Davy nodded and sniffed and shuffled off. Phoebe was looking about the smoke-dimmed room. A large, florid woman in purple, holding a glass of stout in a beringed hand, winked at her and smiled, showing a mouthful of gapped and tobacco-stained teeth; the man with her was lean as a greyhound, with colorless, flat, and somehow crusted hair.

“Are they somebody?” Phoebe asked, out of the side of her mouth; McGonagle’s was famous as the haunt of self-appointed poets and their muses.

“Everybody is somebody here,” he said. “Or think they are.”

Davy the barman brought their drinks.
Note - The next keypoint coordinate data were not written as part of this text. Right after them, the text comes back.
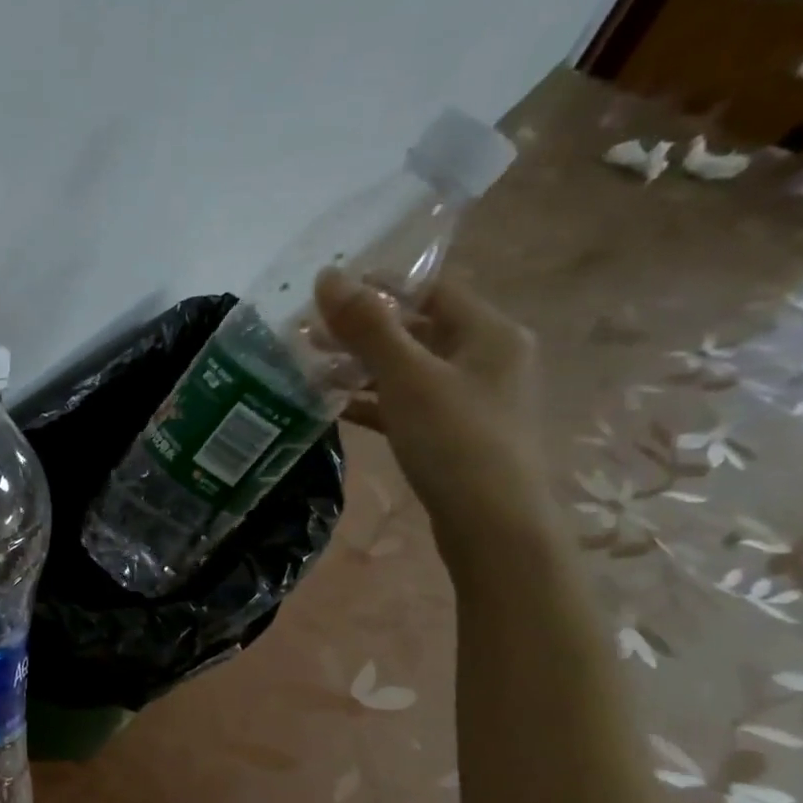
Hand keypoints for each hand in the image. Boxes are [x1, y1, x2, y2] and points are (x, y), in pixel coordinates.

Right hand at [314, 266, 552, 571]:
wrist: (492, 526)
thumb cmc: (456, 442)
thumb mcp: (408, 378)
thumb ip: (368, 327)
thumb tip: (328, 277)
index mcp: (489, 333)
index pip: (432, 289)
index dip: (381, 285)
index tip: (328, 291)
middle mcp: (487, 359)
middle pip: (418, 330)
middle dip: (363, 331)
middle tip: (309, 335)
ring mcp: (471, 400)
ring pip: (409, 371)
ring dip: (363, 368)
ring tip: (312, 370)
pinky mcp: (453, 436)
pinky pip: (408, 405)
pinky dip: (374, 402)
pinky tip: (336, 408)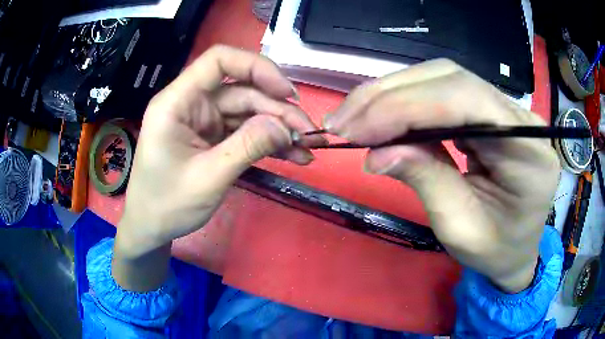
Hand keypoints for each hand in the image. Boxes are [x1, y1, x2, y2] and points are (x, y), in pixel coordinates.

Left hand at [113, 45, 323, 290]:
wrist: (152, 226)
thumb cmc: (167, 205)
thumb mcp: (208, 179)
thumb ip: (247, 147)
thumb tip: (286, 127)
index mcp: (177, 102)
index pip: (218, 60)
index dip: (256, 67)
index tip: (286, 92)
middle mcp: (191, 103)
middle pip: (242, 90)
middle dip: (278, 111)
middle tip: (308, 135)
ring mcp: (204, 120)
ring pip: (249, 111)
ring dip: (278, 128)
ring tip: (306, 149)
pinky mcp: (213, 136)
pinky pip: (245, 131)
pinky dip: (268, 141)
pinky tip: (291, 155)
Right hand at [325, 59, 559, 292]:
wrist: (517, 248)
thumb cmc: (496, 250)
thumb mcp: (461, 229)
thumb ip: (427, 182)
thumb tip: (376, 153)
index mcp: (529, 150)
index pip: (467, 101)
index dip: (407, 107)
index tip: (356, 129)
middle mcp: (521, 118)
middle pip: (451, 79)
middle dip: (390, 96)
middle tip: (342, 121)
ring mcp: (506, 109)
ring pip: (442, 78)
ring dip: (391, 94)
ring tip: (353, 118)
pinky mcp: (488, 110)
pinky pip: (443, 92)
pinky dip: (405, 101)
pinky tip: (380, 116)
It was strange, Quirke reflected, that he had never got to like the taste of whiskey, or of any alcohol, for that matter; even in the wild times, after Delia had died, the sour burn of the stuff had always repelled him a little, though he had still managed to pour it into himself by the jugful. He was not a natural drinker; he believed there were such, but he was not one of them. That was what had kept him from destruction, he supposed, in the long, lachrymose years of mourning for his lost wife.